Return every record verbatim.

[Collected data]
-- -- --
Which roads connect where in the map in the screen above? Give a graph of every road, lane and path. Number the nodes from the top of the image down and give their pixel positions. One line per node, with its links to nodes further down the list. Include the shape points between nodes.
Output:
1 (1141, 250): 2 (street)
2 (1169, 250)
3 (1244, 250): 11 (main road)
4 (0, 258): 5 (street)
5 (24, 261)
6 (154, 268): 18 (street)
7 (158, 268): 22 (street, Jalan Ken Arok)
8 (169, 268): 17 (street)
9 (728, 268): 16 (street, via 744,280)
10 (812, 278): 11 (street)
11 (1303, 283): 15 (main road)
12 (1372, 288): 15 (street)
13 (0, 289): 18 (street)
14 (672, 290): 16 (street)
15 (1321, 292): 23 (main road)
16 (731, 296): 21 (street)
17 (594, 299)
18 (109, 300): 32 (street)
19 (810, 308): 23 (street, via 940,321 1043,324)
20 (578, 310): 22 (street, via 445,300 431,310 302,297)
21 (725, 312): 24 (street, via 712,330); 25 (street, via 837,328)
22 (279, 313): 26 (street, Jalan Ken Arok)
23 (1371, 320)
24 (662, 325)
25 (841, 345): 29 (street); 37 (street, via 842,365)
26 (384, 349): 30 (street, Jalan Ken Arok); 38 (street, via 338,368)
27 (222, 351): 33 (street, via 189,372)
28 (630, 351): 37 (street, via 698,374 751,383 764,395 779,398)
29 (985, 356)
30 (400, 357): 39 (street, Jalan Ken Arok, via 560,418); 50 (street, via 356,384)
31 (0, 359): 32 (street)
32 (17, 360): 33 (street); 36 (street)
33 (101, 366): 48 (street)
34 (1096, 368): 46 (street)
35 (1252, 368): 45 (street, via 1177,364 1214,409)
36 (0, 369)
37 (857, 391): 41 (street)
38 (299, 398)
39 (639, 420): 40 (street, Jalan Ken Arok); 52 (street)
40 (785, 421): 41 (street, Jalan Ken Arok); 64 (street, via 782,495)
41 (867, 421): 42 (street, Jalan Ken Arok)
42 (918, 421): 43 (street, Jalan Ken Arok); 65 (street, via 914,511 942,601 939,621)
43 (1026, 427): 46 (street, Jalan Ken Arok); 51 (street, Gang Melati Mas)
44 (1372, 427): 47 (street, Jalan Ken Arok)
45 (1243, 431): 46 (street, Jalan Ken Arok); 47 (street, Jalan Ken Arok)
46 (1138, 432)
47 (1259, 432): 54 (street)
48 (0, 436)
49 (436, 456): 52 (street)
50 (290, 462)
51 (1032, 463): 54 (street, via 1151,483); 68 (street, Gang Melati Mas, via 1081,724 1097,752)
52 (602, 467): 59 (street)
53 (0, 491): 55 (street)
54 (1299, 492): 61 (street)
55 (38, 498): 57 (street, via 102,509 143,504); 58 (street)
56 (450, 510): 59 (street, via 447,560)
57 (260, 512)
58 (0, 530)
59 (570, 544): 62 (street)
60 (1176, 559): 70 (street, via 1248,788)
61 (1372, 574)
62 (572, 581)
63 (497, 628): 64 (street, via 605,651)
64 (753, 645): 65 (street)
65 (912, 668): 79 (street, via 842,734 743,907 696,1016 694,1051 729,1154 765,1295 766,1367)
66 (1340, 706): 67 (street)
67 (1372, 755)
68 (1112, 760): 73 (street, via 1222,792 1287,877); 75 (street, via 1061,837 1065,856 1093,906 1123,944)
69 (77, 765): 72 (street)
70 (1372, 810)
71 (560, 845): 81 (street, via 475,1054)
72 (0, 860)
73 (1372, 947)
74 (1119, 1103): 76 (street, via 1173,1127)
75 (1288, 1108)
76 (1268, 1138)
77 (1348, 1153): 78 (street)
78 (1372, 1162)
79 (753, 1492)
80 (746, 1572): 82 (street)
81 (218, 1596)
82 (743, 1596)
-- -- --
**Answer to this exercise**
Which roads connect where in the map in the screen above? Give a graph of every road, lane and path. Number the nodes from the top of the image down and give their pixel positions. One line per node, with its links to nodes further down the list. Include the shape points between nodes.
Output:
1 (1141, 250): 2 (street)
2 (1169, 250)
3 (1244, 250): 11 (main road)
4 (0, 258): 5 (street)
5 (24, 261)
6 (154, 268): 18 (street)
7 (158, 268): 22 (street, Jalan Ken Arok)
8 (169, 268): 17 (street)
9 (728, 268): 16 (street, via 744,280)
10 (812, 278): 11 (street)
11 (1303, 283): 15 (main road)
12 (1372, 288): 15 (street)
13 (0, 289): 18 (street)
14 (672, 290): 16 (street)
15 (1321, 292): 23 (main road)
16 (731, 296): 21 (street)
17 (594, 299)
18 (109, 300): 32 (street)
19 (810, 308): 23 (street, via 940,321 1043,324)
20 (578, 310): 22 (street, via 445,300 431,310 302,297)
21 (725, 312): 24 (street, via 712,330); 25 (street, via 837,328)
22 (279, 313): 26 (street, Jalan Ken Arok)
23 (1371, 320)
24 (662, 325)
25 (841, 345): 29 (street); 37 (street, via 842,365)
26 (384, 349): 30 (street, Jalan Ken Arok); 38 (street, via 338,368)
27 (222, 351): 33 (street, via 189,372)
28 (630, 351): 37 (street, via 698,374 751,383 764,395 779,398)
29 (985, 356)
30 (400, 357): 39 (street, Jalan Ken Arok, via 560,418); 50 (street, via 356,384)
31 (0, 359): 32 (street)
32 (17, 360): 33 (street); 36 (street)
33 (101, 366): 48 (street)
34 (1096, 368): 46 (street)
35 (1252, 368): 45 (street, via 1177,364 1214,409)
36 (0, 369)
37 (857, 391): 41 (street)
38 (299, 398)
39 (639, 420): 40 (street, Jalan Ken Arok); 52 (street)
40 (785, 421): 41 (street, Jalan Ken Arok); 64 (street, via 782,495)
41 (867, 421): 42 (street, Jalan Ken Arok)
42 (918, 421): 43 (street, Jalan Ken Arok); 65 (street, via 914,511 942,601 939,621)
43 (1026, 427): 46 (street, Jalan Ken Arok); 51 (street, Gang Melati Mas)
44 (1372, 427): 47 (street, Jalan Ken Arok)
45 (1243, 431): 46 (street, Jalan Ken Arok); 47 (street, Jalan Ken Arok)
46 (1138, 432)
47 (1259, 432): 54 (street)
48 (0, 436)
49 (436, 456): 52 (street)
50 (290, 462)
51 (1032, 463): 54 (street, via 1151,483); 68 (street, Gang Melati Mas, via 1081,724 1097,752)
52 (602, 467): 59 (street)
53 (0, 491): 55 (street)
54 (1299, 492): 61 (street)
55 (38, 498): 57 (street, via 102,509 143,504); 58 (street)
56 (450, 510): 59 (street, via 447,560)
57 (260, 512)
58 (0, 530)
59 (570, 544): 62 (street)
60 (1176, 559): 70 (street, via 1248,788)
61 (1372, 574)
62 (572, 581)
63 (497, 628): 64 (street, via 605,651)
64 (753, 645): 65 (street)
65 (912, 668): 79 (street, via 842,734 743,907 696,1016 694,1051 729,1154 765,1295 766,1367)
66 (1340, 706): 67 (street)
67 (1372, 755)
68 (1112, 760): 73 (street, via 1222,792 1287,877); 75 (street, via 1061,837 1065,856 1093,906 1123,944)
69 (77, 765): 72 (street)
70 (1372, 810)
71 (560, 845): 81 (street, via 475,1054)
72 (0, 860)
73 (1372, 947)
74 (1119, 1103): 76 (street, via 1173,1127)
75 (1288, 1108)
76 (1268, 1138)
77 (1348, 1153): 78 (street)
78 (1372, 1162)
79 (753, 1492)
80 (746, 1572): 82 (street)
81 (218, 1596)
82 (743, 1596)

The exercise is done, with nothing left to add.